++++ Source data ++++

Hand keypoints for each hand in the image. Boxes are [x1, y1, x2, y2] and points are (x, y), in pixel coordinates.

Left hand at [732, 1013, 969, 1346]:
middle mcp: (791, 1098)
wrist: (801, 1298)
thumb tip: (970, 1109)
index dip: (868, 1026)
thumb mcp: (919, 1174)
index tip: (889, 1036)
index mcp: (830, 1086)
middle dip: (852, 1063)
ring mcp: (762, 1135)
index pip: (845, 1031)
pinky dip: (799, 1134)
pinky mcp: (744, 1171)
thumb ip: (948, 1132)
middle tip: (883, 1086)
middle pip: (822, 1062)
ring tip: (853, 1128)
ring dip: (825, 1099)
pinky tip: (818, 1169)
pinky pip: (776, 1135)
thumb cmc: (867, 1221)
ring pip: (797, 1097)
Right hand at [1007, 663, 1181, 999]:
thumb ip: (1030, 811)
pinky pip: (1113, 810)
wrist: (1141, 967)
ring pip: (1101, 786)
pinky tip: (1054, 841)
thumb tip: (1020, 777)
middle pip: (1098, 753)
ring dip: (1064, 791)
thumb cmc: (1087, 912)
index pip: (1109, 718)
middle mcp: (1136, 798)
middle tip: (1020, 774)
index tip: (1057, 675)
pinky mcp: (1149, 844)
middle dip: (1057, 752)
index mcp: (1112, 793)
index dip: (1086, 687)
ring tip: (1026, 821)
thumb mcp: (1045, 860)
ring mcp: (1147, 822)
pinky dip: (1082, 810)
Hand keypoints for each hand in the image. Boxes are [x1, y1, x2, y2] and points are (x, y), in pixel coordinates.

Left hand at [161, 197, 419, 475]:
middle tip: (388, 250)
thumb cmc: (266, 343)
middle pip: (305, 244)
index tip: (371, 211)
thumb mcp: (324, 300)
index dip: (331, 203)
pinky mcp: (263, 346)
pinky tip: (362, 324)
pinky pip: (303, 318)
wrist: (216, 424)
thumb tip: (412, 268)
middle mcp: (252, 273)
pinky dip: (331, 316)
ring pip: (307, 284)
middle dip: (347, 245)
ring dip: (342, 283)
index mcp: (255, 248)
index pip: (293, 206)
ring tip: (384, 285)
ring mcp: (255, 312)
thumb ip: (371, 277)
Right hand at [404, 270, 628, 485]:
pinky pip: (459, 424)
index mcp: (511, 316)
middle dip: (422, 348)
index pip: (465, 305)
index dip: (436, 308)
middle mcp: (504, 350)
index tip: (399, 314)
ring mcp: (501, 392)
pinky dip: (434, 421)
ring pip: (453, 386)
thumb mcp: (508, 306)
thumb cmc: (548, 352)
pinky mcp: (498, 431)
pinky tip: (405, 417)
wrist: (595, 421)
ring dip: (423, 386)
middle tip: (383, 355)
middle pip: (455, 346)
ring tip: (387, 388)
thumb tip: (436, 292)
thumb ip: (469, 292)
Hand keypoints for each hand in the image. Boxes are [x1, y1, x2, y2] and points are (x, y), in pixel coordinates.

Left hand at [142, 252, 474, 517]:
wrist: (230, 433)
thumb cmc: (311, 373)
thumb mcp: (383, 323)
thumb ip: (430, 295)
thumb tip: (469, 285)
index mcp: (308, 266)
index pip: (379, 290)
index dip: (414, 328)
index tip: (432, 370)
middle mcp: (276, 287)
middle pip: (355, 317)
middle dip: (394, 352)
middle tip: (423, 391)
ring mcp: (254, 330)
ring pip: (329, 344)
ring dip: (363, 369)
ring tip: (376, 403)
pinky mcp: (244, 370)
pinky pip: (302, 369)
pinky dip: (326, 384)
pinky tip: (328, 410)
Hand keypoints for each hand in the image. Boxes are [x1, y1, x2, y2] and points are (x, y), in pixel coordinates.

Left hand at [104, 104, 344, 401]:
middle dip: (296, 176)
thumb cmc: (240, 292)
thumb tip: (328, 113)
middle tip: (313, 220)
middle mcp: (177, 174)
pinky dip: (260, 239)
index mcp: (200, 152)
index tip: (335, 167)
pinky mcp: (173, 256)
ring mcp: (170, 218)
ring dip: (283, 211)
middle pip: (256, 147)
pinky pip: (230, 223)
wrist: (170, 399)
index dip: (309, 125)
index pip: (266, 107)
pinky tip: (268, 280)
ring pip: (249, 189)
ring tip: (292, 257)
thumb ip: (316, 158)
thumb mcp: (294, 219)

++++

What is required:
Lines from the one containing "thumb mcp: (383, 323)" through the last line of the records, both included, are the only ones to print, each exactly as it is.

Output below:
thumb mcp: (383, 323)
thumb ip: (430, 295)
thumb tip: (469, 285)
index mcp: (308, 266)
index pip: (379, 290)
index dip: (414, 328)
index tip: (432, 370)
middle mcp: (276, 287)
middle pip: (355, 317)
middle dip: (394, 352)
middle tip: (423, 391)
ring mcp: (254, 330)
ring pip: (329, 344)
ring dip: (363, 369)
ring tip: (376, 403)
pinky mcp: (244, 370)
pinky pip: (302, 369)
pinky dip: (326, 384)
pinky tip: (328, 410)
Hand keypoints for each hand in the image. Boxes are [x1, y1, x2, y2] and points are (x, y), in pixel coordinates.

Left hand at [104, 104, 344, 401]:
middle dip: (296, 176)
thumb cmc: (240, 292)
thumb tip: (328, 113)
middle tip: (313, 220)
middle mcp: (177, 174)
pinky dip: (260, 239)
index mcp: (200, 152)
index tip: (335, 167)
pinky mcp: (173, 256)
ring mcp: (170, 218)
ring dip: (283, 211)
middle pip: (256, 147)
pinky pip: (230, 223)
wrist: (170, 399)
index dip: (309, 125)
index pip: (266, 107)
pinky tip: (268, 280)
ring pip: (249, 189)
ring tip: (292, 257)
thumb ip: (316, 158)
thumb mcp: (294, 219)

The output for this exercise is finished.